__Stored data__.
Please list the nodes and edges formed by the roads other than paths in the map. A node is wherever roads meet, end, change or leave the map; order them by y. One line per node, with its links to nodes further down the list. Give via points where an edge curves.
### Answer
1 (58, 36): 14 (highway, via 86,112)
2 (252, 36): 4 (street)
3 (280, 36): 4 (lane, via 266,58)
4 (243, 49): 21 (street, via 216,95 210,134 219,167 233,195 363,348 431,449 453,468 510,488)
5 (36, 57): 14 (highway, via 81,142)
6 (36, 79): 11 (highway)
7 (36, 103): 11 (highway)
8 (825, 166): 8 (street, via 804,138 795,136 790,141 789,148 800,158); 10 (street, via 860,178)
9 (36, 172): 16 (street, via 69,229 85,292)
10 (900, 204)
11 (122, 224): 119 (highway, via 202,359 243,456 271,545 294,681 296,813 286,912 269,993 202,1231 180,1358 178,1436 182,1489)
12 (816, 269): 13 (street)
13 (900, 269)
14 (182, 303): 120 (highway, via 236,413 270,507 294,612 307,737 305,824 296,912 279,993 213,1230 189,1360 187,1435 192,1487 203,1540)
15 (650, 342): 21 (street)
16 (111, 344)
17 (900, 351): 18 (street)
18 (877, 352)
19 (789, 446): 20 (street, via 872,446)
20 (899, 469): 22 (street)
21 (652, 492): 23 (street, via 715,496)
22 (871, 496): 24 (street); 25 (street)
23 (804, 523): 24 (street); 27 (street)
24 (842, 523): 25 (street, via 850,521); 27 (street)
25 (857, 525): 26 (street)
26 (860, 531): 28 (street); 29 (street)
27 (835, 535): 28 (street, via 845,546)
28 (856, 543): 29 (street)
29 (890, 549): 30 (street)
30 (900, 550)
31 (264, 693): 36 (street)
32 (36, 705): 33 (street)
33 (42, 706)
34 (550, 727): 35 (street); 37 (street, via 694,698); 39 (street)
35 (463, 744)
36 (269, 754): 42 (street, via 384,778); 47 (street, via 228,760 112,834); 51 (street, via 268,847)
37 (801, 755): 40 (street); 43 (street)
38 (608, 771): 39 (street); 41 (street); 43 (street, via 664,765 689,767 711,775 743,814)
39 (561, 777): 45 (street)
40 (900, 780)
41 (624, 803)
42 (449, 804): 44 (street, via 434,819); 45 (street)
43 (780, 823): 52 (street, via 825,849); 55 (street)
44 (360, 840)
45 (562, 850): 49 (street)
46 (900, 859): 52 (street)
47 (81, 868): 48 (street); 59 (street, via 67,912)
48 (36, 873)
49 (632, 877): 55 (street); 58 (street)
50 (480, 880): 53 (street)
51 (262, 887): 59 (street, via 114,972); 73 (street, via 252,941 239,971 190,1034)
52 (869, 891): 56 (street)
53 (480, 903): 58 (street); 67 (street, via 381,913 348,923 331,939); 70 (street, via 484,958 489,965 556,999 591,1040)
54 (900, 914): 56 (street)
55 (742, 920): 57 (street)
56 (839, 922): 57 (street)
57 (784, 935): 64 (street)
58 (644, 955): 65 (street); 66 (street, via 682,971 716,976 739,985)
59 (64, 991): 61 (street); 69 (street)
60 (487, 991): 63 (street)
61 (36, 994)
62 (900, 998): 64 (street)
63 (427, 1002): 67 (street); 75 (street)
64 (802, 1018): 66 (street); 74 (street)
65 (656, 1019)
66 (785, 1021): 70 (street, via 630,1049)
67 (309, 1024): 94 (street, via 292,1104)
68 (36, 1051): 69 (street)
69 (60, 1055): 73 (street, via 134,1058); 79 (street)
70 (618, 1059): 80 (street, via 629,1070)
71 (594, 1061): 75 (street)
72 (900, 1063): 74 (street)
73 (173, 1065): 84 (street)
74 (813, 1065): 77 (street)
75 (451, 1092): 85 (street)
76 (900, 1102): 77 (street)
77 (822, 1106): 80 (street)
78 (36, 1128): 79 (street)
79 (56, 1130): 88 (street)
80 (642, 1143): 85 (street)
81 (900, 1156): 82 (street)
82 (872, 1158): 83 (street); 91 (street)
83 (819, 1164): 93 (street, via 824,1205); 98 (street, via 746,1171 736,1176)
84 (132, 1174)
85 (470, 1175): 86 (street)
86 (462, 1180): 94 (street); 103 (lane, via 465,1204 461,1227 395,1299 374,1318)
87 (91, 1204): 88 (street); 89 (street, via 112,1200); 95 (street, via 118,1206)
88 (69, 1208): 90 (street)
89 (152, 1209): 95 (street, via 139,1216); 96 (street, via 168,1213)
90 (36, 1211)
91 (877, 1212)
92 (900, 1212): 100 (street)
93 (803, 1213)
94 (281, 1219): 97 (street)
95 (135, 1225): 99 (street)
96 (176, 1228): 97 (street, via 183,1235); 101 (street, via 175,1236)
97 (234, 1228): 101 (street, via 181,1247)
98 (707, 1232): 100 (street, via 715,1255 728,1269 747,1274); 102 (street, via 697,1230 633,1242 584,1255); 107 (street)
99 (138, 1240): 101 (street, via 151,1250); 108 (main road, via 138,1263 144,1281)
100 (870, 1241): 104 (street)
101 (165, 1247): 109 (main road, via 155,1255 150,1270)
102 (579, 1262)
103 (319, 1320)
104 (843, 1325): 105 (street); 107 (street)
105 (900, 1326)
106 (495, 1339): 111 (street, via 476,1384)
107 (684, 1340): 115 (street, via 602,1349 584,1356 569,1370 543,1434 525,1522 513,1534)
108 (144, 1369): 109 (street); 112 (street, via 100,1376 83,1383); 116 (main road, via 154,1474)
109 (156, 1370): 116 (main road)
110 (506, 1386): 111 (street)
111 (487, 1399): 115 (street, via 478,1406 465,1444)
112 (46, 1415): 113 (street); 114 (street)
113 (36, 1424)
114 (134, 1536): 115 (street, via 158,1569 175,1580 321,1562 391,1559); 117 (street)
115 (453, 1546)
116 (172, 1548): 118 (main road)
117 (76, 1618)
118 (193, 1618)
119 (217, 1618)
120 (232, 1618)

__Activity__. Please output all of the entries without changing a single character.

__Response to the task__.
Please list the nodes and edges formed by the roads other than paths in the map. A node is wherever roads meet, end, change or leave the map; order them by y. One line per node, with its links to nodes further down the list. Give via points where an edge curves.
### Answer
1 (58, 36): 14 (highway, via 86,112)
2 (252, 36): 4 (street)
3 (280, 36): 4 (lane, via 266,58)
4 (243, 49): 21 (street, via 216,95 210,134 219,167 233,195 363,348 431,449 453,468 510,488)
5 (36, 57): 14 (highway, via 81,142)
6 (36, 79): 11 (highway)
7 (36, 103): 11 (highway)
8 (825, 166): 8 (street, via 804,138 795,136 790,141 789,148 800,158); 10 (street, via 860,178)
9 (36, 172): 16 (street, via 69,229 85,292)
10 (900, 204)
11 (122, 224): 119 (highway, via 202,359 243,456 271,545 294,681 296,813 286,912 269,993 202,1231 180,1358 178,1436 182,1489)
12 (816, 269): 13 (street)
13 (900, 269)
14 (182, 303): 120 (highway, via 236,413 270,507 294,612 307,737 305,824 296,912 279,993 213,1230 189,1360 187,1435 192,1487 203,1540)
15 (650, 342): 21 (street)
16 (111, 344)
17 (900, 351): 18 (street)
18 (877, 352)
19 (789, 446): 20 (street, via 872,446)
20 (899, 469): 22 (street)
21 (652, 492): 23 (street, via 715,496)
22 (871, 496): 24 (street); 25 (street)
23 (804, 523): 24 (street); 27 (street)
24 (842, 523): 25 (street, via 850,521); 27 (street)
25 (857, 525): 26 (street)
26 (860, 531): 28 (street); 29 (street)
27 (835, 535): 28 (street, via 845,546)
28 (856, 543): 29 (street)
29 (890, 549): 30 (street)
30 (900, 550)
31 (264, 693): 36 (street)
32 (36, 705): 33 (street)
33 (42, 706)
34 (550, 727): 35 (street); 37 (street, via 694,698); 39 (street)
35 (463, 744)
36 (269, 754): 42 (street, via 384,778); 47 (street, via 228,760 112,834); 51 (street, via 268,847)
37 (801, 755): 40 (street); 43 (street)
38 (608, 771): 39 (street); 41 (street); 43 (street, via 664,765 689,767 711,775 743,814)
39 (561, 777): 45 (street)
40 (900, 780)
41 (624, 803)
42 (449, 804): 44 (street, via 434,819); 45 (street)
43 (780, 823): 52 (street, via 825,849); 55 (street)
44 (360, 840)
45 (562, 850): 49 (street)
46 (900, 859): 52 (street)
47 (81, 868): 48 (street); 59 (street, via 67,912)
48 (36, 873)
49 (632, 877): 55 (street); 58 (street)
50 (480, 880): 53 (street)
51 (262, 887): 59 (street, via 114,972); 73 (street, via 252,941 239,971 190,1034)
52 (869, 891): 56 (street)
53 (480, 903): 58 (street); 67 (street, via 381,913 348,923 331,939); 70 (street, via 484,958 489,965 556,999 591,1040)
54 (900, 914): 56 (street)
55 (742, 920): 57 (street)
56 (839, 922): 57 (street)
57 (784, 935): 64 (street)
58 (644, 955): 65 (street); 66 (street, via 682,971 716,976 739,985)
59 (64, 991): 61 (street); 69 (street)
60 (487, 991): 63 (street)
61 (36, 994)
62 (900, 998): 64 (street)
63 (427, 1002): 67 (street); 75 (street)
64 (802, 1018): 66 (street); 74 (street)
65 (656, 1019)
66 (785, 1021): 70 (street, via 630,1049)
67 (309, 1024): 94 (street, via 292,1104)
68 (36, 1051): 69 (street)
69 (60, 1055): 73 (street, via 134,1058); 79 (street)
70 (618, 1059): 80 (street, via 629,1070)
71 (594, 1061): 75 (street)
72 (900, 1063): 74 (street)
73 (173, 1065): 84 (street)
74 (813, 1065): 77 (street)
75 (451, 1092): 85 (street)
76 (900, 1102): 77 (street)
77 (822, 1106): 80 (street)
78 (36, 1128): 79 (street)
79 (56, 1130): 88 (street)
80 (642, 1143): 85 (street)
81 (900, 1156): 82 (street)
82 (872, 1158): 83 (street); 91 (street)
83 (819, 1164): 93 (street, via 824,1205); 98 (street, via 746,1171 736,1176)
84 (132, 1174)
85 (470, 1175): 86 (street)
86 (462, 1180): 94 (street); 103 (lane, via 465,1204 461,1227 395,1299 374,1318)
87 (91, 1204): 88 (street); 89 (street, via 112,1200); 95 (street, via 118,1206)
88 (69, 1208): 90 (street)
89 (152, 1209): 95 (street, via 139,1216); 96 (street, via 168,1213)
90 (36, 1211)
91 (877, 1212)
92 (900, 1212): 100 (street)
93 (803, 1213)
94 (281, 1219): 97 (street)
95 (135, 1225): 99 (street)
96 (176, 1228): 97 (street, via 183,1235); 101 (street, via 175,1236)
97 (234, 1228): 101 (street, via 181,1247)
98 (707, 1232): 100 (street, via 715,1255 728,1269 747,1274); 102 (street, via 697,1230 633,1242 584,1255); 107 (street)
99 (138, 1240): 101 (street, via 151,1250); 108 (main road, via 138,1263 144,1281)
100 (870, 1241): 104 (street)
101 (165, 1247): 109 (main road, via 155,1255 150,1270)
102 (579, 1262)
103 (319, 1320)
104 (843, 1325): 105 (street); 107 (street)
105 (900, 1326)
106 (495, 1339): 111 (street, via 476,1384)
107 (684, 1340): 115 (street, via 602,1349 584,1356 569,1370 543,1434 525,1522 513,1534)
108 (144, 1369): 109 (street); 112 (street, via 100,1376 83,1383); 116 (main road, via 154,1474)
109 (156, 1370): 116 (main road)
110 (506, 1386): 111 (street)
111 (487, 1399): 115 (street, via 478,1406 465,1444)
112 (46, 1415): 113 (street); 114 (street)
113 (36, 1424)
114 (134, 1536): 115 (street, via 158,1569 175,1580 321,1562 391,1559); 117 (street)
115 (453, 1546)
116 (172, 1548): 118 (main road)
117 (76, 1618)
118 (193, 1618)
119 (217, 1618)
120 (232, 1618)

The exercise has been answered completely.